# [Work to be completed]
Return all lines from the listing below in which "main" appears.

# [Recorded data]

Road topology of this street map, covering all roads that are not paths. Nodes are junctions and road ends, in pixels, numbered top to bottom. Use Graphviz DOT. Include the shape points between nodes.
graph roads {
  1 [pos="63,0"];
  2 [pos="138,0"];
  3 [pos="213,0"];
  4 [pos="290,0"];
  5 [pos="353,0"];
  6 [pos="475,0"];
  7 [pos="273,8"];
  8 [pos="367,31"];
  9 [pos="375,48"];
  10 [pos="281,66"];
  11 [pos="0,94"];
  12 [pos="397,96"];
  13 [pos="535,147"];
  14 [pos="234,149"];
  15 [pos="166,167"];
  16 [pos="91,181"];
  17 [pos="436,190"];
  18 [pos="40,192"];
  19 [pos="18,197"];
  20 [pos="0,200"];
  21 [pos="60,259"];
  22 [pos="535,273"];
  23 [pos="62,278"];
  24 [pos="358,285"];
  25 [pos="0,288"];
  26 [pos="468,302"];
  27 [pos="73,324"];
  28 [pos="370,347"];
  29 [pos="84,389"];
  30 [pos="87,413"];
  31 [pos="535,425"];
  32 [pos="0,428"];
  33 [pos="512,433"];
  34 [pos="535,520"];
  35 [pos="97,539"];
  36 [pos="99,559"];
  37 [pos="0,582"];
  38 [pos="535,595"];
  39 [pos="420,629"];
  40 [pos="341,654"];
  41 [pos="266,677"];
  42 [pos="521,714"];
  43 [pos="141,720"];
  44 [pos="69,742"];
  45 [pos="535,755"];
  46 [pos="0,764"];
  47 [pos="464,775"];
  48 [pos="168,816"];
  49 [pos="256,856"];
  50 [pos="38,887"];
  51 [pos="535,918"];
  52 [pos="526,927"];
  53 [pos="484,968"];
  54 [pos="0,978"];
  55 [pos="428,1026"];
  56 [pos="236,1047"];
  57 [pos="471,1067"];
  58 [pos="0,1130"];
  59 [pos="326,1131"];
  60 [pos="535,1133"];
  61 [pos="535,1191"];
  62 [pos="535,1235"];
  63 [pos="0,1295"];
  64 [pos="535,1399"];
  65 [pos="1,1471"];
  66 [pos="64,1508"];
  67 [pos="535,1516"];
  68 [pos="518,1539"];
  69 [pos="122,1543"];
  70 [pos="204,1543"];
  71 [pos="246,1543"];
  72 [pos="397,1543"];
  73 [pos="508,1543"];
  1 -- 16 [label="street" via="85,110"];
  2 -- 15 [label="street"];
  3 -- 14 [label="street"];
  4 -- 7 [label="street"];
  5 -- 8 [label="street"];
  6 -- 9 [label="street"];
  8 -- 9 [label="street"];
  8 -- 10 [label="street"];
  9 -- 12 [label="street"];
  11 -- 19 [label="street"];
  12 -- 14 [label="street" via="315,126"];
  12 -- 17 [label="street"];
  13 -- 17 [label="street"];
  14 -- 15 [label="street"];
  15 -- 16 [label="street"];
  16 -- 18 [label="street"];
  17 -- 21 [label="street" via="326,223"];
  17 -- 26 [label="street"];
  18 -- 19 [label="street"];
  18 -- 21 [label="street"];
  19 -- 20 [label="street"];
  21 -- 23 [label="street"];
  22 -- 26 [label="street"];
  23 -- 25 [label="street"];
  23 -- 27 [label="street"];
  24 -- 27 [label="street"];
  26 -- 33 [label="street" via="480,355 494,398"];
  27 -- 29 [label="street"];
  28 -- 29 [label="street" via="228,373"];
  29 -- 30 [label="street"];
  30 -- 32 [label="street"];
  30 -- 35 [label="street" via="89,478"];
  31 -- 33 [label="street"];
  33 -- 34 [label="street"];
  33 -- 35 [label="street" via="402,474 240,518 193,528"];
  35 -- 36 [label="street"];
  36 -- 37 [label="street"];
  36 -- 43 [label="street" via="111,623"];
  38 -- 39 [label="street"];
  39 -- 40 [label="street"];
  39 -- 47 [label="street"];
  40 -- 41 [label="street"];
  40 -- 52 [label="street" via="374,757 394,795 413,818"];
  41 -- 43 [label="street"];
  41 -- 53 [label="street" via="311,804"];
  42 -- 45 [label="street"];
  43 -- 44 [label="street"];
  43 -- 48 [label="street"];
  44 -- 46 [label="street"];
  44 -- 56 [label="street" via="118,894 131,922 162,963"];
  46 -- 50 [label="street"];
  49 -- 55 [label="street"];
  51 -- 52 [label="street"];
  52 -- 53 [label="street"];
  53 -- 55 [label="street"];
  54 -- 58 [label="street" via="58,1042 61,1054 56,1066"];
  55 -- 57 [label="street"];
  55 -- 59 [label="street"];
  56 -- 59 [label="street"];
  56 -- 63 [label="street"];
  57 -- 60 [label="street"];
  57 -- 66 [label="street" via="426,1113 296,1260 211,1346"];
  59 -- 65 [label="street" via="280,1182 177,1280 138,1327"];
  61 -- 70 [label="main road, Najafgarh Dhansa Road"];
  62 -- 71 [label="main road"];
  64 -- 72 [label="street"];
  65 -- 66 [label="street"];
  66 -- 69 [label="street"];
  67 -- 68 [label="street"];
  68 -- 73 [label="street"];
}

# [Response for this exercise]
  61 -- 70 [label="main road, Najafgarh Dhansa Road"];
  62 -- 71 [label="main road"];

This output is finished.